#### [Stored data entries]
* * * * * * *

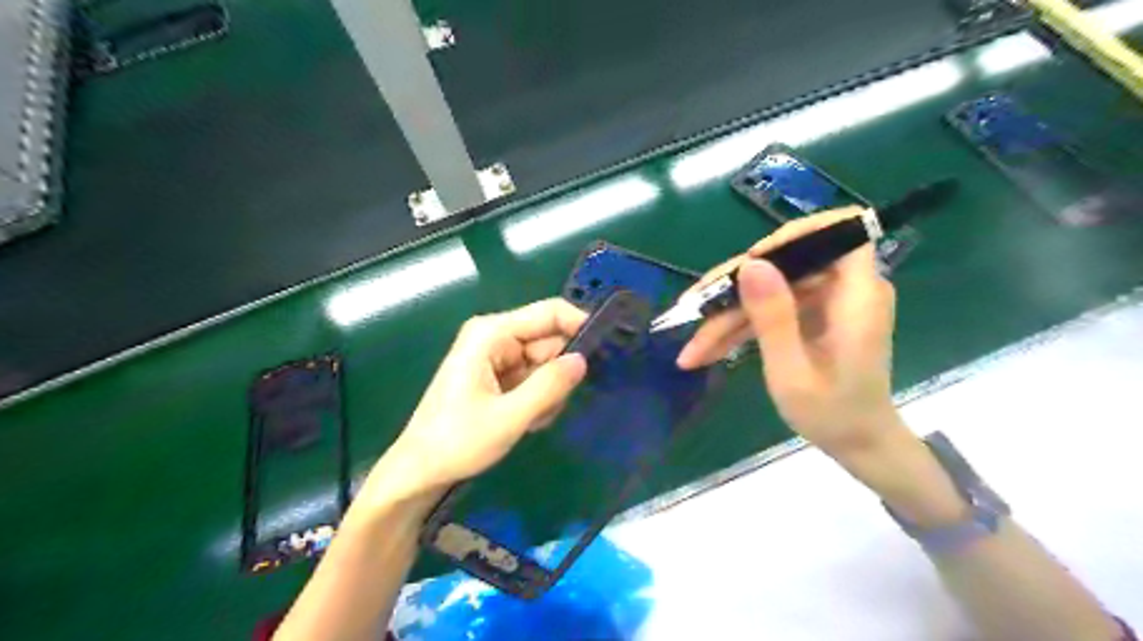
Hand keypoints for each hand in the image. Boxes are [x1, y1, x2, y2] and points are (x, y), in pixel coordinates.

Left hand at [376, 298, 589, 497]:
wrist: (420, 472)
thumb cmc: (457, 441)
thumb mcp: (509, 417)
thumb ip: (549, 386)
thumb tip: (583, 360)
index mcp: (492, 333)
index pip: (549, 313)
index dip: (580, 325)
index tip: (607, 351)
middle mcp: (495, 337)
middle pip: (549, 340)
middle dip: (560, 373)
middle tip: (558, 404)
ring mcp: (496, 357)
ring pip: (545, 363)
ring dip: (549, 392)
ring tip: (534, 420)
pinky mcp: (498, 377)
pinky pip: (533, 378)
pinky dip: (537, 399)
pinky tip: (526, 422)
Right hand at [677, 207, 900, 452]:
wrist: (858, 444)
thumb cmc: (833, 415)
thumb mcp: (793, 372)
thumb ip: (773, 318)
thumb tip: (749, 263)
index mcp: (857, 296)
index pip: (841, 232)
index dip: (796, 235)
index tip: (751, 261)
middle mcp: (844, 289)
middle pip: (785, 263)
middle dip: (735, 287)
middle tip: (693, 308)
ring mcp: (825, 302)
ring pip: (768, 288)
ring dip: (728, 314)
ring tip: (691, 348)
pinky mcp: (809, 315)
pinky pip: (769, 308)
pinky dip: (739, 327)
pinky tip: (705, 351)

* * * * * * *

#### [Work task]
Exactly the lines from the one that holds "pinky pip: (533, 378)" through the final line of the records above should be written out, and only those.

#### [Written answer]
pinky pip: (533, 378)
pinky dip: (537, 399)
pinky tip: (526, 422)
Right hand at [677, 207, 900, 452]:
wrist: (858, 444)
thumb cmc: (833, 415)
thumb mcp: (793, 372)
thumb ip: (773, 318)
thumb tip: (749, 263)
index mcp: (857, 296)
index pip: (841, 232)
index dip: (796, 235)
index tip: (751, 261)
middle mcp: (844, 289)
middle pip: (785, 263)
middle dip: (735, 287)
middle tip: (693, 308)
ring mcp: (825, 302)
ring pip: (768, 288)
ring dip: (728, 314)
ring tip: (691, 348)
pinky mcp: (809, 315)
pinky pip: (769, 308)
pinky dip: (739, 327)
pinky tip: (705, 351)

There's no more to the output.